The breeder said to transition him slowly, which I tried to do. Gave him his dog food with a few little meatballs the first night, which he wolfed down because he hadn't eaten in 12 hours.

That night, he had the stinkiest poo I have ever smelled. Nearly knocked me over, even though I was standing a couple of feet away. 
The next meal, more dog food with meatballs. After this, he had diarrhea, and this went on over the next few stools. 
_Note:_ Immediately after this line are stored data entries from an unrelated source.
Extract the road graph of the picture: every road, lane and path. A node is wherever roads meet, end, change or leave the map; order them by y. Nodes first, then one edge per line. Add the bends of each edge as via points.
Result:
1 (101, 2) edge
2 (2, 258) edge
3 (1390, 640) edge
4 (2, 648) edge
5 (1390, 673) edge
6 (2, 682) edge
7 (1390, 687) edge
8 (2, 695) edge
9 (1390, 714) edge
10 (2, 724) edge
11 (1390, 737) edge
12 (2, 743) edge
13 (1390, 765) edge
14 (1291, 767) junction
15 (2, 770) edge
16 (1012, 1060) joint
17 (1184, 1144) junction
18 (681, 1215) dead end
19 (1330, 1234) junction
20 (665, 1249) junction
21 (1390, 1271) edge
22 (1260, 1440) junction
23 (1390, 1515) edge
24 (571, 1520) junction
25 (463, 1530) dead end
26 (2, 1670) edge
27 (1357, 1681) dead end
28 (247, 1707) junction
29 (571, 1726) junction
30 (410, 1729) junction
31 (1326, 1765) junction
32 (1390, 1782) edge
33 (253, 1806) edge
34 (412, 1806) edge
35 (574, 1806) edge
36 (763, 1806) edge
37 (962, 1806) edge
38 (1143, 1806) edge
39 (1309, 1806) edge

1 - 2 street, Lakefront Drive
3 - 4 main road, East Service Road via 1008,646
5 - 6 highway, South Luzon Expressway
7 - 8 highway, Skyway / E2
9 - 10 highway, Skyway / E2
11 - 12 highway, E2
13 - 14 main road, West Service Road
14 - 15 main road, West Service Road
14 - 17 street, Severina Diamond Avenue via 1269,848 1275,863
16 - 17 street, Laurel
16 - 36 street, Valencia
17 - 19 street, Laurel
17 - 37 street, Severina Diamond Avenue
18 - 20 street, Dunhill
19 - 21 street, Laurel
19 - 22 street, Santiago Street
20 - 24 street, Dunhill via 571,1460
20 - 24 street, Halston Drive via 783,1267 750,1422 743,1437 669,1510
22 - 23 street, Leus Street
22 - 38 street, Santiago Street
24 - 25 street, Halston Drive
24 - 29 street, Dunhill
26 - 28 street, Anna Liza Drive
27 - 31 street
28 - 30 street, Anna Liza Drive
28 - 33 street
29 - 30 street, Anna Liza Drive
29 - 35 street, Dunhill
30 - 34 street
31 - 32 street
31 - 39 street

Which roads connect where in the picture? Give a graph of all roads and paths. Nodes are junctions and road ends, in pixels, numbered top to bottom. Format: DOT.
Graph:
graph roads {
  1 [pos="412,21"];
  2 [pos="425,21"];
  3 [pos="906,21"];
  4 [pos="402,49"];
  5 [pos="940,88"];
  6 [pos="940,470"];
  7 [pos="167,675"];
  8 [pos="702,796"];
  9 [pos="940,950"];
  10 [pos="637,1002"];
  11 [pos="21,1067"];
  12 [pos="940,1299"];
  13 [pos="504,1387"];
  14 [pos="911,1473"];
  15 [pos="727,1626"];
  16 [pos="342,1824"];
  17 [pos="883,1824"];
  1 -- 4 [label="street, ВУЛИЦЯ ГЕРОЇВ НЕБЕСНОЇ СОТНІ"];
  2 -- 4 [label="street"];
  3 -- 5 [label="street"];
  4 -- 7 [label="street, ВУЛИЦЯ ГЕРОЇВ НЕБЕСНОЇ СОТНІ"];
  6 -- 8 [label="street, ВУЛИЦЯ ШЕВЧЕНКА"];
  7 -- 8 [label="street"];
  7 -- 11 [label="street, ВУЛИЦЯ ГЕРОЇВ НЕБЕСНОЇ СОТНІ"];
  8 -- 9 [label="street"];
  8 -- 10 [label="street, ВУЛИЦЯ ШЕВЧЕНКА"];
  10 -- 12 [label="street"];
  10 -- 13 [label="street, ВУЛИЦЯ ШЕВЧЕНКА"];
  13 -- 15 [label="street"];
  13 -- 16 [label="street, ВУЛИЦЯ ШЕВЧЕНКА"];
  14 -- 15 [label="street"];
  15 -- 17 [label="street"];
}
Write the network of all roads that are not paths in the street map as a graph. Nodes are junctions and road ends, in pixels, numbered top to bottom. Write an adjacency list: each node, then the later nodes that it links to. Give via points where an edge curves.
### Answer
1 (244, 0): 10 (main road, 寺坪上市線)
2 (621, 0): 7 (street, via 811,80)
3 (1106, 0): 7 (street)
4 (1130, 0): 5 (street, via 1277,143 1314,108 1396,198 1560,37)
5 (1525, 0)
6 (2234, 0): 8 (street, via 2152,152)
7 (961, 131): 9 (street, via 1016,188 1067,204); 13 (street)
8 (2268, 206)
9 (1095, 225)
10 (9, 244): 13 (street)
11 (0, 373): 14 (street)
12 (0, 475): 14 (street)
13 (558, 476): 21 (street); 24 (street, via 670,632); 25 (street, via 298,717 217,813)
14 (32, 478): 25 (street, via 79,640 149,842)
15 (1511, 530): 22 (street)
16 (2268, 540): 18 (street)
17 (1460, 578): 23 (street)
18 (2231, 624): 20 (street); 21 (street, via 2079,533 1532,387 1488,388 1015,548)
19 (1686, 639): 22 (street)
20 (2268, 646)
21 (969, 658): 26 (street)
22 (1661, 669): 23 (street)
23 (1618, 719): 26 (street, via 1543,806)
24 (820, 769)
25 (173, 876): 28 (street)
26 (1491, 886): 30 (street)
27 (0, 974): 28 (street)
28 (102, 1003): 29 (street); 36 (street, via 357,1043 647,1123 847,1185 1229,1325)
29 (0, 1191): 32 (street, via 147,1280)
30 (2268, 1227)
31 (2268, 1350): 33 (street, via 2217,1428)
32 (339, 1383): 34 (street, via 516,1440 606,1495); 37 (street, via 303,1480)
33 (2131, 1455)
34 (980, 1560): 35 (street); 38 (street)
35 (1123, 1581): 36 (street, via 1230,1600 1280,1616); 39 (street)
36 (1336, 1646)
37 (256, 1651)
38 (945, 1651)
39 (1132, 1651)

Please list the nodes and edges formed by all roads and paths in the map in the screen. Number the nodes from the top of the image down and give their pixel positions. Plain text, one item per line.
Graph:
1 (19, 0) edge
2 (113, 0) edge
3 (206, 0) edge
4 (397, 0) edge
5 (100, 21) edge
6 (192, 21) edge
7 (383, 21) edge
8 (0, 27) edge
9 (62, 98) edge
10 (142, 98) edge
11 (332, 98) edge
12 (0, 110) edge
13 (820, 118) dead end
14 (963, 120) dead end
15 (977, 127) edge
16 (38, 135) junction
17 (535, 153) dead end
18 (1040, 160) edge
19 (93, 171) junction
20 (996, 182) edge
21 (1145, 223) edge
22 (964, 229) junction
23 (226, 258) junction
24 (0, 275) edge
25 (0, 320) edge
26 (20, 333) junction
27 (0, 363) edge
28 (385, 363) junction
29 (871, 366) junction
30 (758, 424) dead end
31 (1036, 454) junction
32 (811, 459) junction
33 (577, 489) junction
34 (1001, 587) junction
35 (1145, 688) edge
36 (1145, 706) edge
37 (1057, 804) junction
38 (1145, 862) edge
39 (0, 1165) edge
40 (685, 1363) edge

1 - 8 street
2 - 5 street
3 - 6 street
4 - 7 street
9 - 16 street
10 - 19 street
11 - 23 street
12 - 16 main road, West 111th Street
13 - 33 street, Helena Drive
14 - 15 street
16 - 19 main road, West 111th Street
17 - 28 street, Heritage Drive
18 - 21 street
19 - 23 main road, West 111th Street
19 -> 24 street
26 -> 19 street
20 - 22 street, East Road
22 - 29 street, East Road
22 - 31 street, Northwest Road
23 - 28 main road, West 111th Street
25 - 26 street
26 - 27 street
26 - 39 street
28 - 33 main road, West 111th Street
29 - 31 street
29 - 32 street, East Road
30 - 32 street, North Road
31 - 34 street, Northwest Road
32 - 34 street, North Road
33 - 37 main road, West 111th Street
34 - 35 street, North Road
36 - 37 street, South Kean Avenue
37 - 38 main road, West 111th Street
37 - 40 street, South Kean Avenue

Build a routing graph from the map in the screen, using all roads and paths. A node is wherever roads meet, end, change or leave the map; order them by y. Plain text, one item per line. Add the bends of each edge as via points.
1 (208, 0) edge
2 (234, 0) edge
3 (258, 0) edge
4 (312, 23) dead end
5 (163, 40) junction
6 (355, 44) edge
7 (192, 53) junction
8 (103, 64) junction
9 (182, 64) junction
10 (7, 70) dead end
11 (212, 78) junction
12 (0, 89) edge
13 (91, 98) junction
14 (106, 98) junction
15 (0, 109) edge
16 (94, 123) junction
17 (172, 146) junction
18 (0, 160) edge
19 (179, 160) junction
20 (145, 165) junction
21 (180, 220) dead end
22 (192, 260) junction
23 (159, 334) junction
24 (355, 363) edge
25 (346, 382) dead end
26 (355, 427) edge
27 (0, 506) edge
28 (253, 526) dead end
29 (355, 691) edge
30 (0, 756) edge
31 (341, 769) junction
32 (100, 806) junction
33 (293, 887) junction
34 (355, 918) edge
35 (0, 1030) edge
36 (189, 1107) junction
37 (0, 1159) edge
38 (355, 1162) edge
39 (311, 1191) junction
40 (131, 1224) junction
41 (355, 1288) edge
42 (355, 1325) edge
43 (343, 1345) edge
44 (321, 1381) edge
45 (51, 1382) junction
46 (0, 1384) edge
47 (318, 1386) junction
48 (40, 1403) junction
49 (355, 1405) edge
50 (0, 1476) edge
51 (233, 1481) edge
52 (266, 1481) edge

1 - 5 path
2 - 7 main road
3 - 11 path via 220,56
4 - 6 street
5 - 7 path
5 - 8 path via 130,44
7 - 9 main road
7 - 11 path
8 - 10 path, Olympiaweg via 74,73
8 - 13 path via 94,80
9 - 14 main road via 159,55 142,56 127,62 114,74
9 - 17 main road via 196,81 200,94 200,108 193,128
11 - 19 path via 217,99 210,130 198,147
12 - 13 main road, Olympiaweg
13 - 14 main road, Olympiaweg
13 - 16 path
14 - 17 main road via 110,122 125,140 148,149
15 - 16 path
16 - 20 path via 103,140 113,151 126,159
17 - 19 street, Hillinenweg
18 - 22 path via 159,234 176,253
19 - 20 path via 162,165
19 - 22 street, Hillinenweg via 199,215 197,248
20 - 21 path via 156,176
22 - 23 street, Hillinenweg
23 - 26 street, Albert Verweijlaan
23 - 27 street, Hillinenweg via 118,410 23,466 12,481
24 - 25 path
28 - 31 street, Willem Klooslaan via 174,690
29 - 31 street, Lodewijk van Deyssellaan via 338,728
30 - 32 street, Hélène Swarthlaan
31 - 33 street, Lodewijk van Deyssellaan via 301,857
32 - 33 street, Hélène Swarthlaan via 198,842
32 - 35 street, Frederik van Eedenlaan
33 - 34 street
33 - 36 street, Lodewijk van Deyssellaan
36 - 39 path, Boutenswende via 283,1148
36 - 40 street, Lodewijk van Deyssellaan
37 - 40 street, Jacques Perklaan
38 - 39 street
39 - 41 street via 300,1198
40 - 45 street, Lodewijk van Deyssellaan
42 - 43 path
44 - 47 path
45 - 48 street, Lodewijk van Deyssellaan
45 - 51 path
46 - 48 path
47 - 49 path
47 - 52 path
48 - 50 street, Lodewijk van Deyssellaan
At his evening meal, he refused the combo food. I took it away, offered it again in 15 minutes. No go. Worried, I offered only kibble. The fuzzygator actually sat, stared at me with the saddest face, and howled, LOL. 
Took away the kibble, hoping he wasn't sick. 
A little while later, after he refused yet again to eat, I got brave, grabbed a leg quarter per the advice on this forum, and this is what happened. We have been on raw only since  Oh, and the poos are now perfect and not smelly at all.:happyboogie:
View My Video


----------



## TimberGSD2 (Nov 8, 2011)

He told you what he wanted didn't he! What an adorable pup!


----------



## Jelpy (Nov 8, 2009)

Fuzzygator? ROFLOL


Jelpy


----------



## 1sttimeforgsd (Jul 29, 2010)

He sure did know what to do with that raw chicken. Too cute, thanks for sharing.


----------



## OriginalWacky (Dec 21, 2011)

Krissie doesn't much care to eat kibble. It works as training treats, just one kibble at a time, but if I give her a bowl, she'll give me a pitiful look and then ever so slowly eat it like it's awful. Koshka eats his happily, but prefers the raw for sure. 

You've got one stinkin' CUTE pup there!


----------



## KZoppa (Aug 14, 2010)

LOL too cute.


----------



## Rua (Jan 2, 2012)

Awww! What an adorable "fuzzygator"!!! I loved watching my girl eat raw when she was smaller. There's something so satisfying about it!


----------